### Records from a collection
···
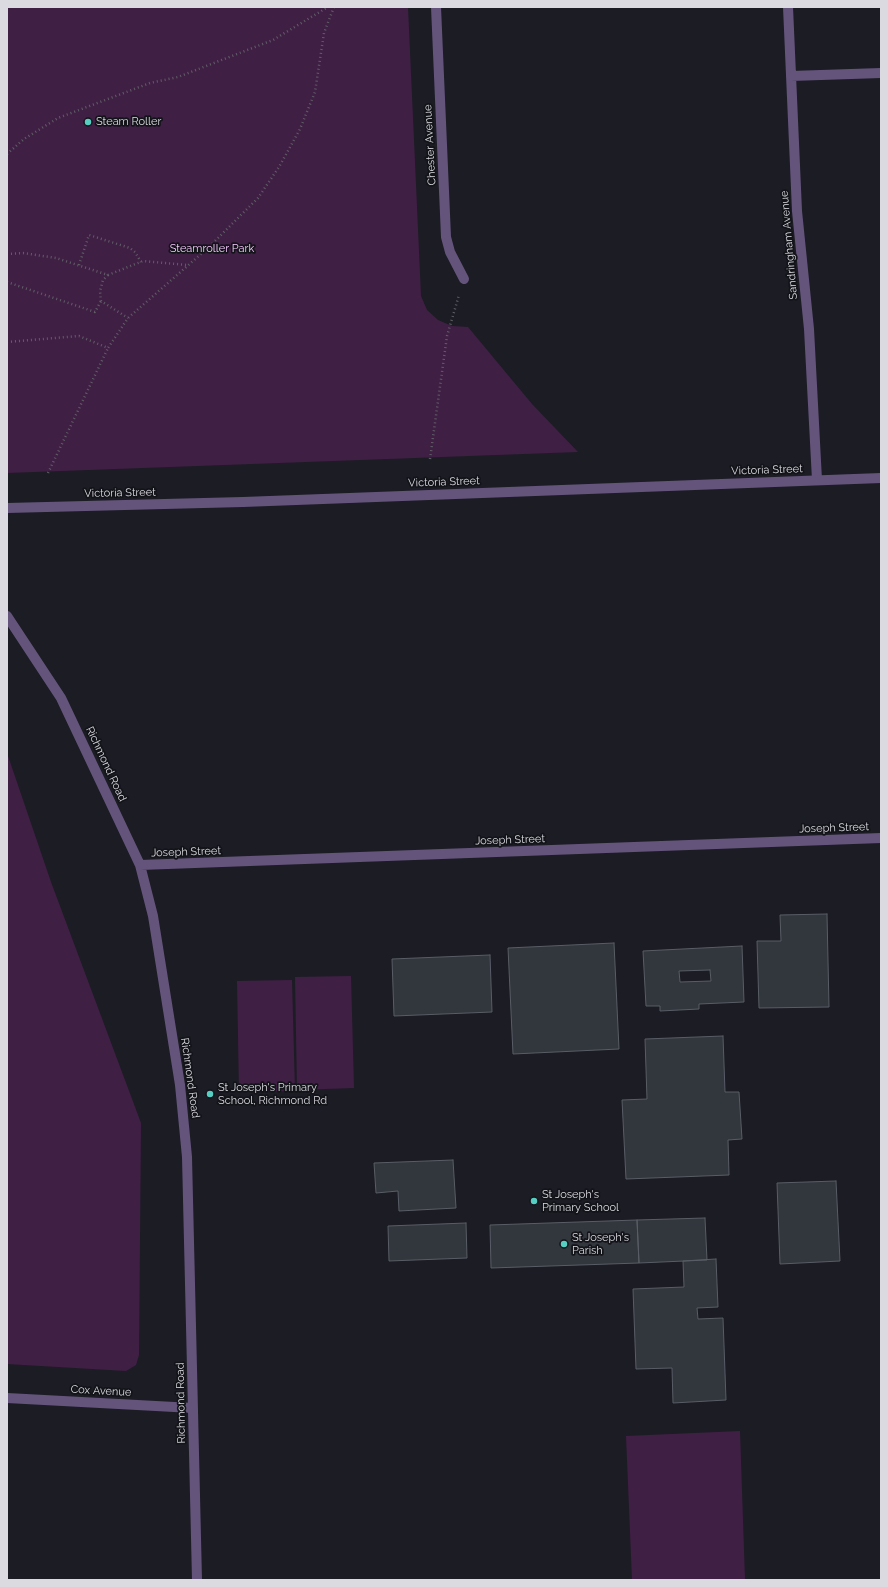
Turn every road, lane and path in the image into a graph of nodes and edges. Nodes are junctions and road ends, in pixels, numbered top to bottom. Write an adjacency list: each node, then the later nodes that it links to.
1 (328, 7): 7 (path)
2 (334, 7): 10 (path)
3 (436, 7): 13 (street, Chester Avenue)
4 (788, 7): 6 (street, Sandringham Avenue)
5 (881, 73): 6 (street)
6 (791, 76): 22 (street, Sandringham Avenue)
7 (7, 154)
8 (7, 254): 11 (path)
9 (141, 262): 10 (path); 11 (path); 12 (path)
10 (187, 265): 16 (path)
11 (79, 266): 12 (path)
12 (108, 275): 15 (path)
13 (464, 279): 19 (path)
14 (7, 282): 15 (path)
15 (101, 301): 16 (path)
16 (128, 318): 18 (path)
17 (7, 342): 18 (path)
18 (108, 348): 20 (path)
19 (430, 459)
20 (48, 474)
21 (881, 478): 22 (street, Victoria Street)
22 (817, 480): 23 (street, Victoria Street)
23 (7, 508)
24 (7, 616): 26 (street, Richmond Road)
25 (881, 838): 26 (street, Joseph Street)
26 (140, 865): 28 (street, Richmond Road)
27 (7, 1398): 28 (street, Cox Avenue)
28 (193, 1408): 29 (street, Richmond Road)
29 (197, 1580)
···
### About this task
Transcribe the data exactly and leave no picture in the copy.

### Answer to the problem
Turn every road, lane and path in the image into a graph of nodes and edges. Nodes are junctions and road ends, in pixels, numbered top to bottom. Write an adjacency list: each node, then the later nodes that it links to.
1 (328, 7): 7 (path)
2 (334, 7): 10 (path)
3 (436, 7): 13 (street, Chester Avenue)
4 (788, 7): 6 (street, Sandringham Avenue)
5 (881, 73): 6 (street)
6 (791, 76): 22 (street, Sandringham Avenue)
7 (7, 154)
8 (7, 254): 11 (path)
9 (141, 262): 10 (path); 11 (path); 12 (path)
10 (187, 265): 16 (path)
11 (79, 266): 12 (path)
12 (108, 275): 15 (path)
13 (464, 279): 19 (path)
14 (7, 282): 15 (path)
15 (101, 301): 16 (path)
16 (128, 318): 18 (path)
17 (7, 342): 18 (path)
18 (108, 348): 20 (path)
19 (430, 459)
20 (48, 474)
21 (881, 478): 22 (street, Victoria Street)
22 (817, 480): 23 (street, Victoria Street)
23 (7, 508)
24 (7, 616): 26 (street, Richmond Road)
25 (881, 838): 26 (street, Joseph Street)
26 (140, 865): 28 (street, Richmond Road)
27 (7, 1398): 28 (street, Cox Avenue)
28 (193, 1408): 29 (street, Richmond Road)
29 (197, 1580)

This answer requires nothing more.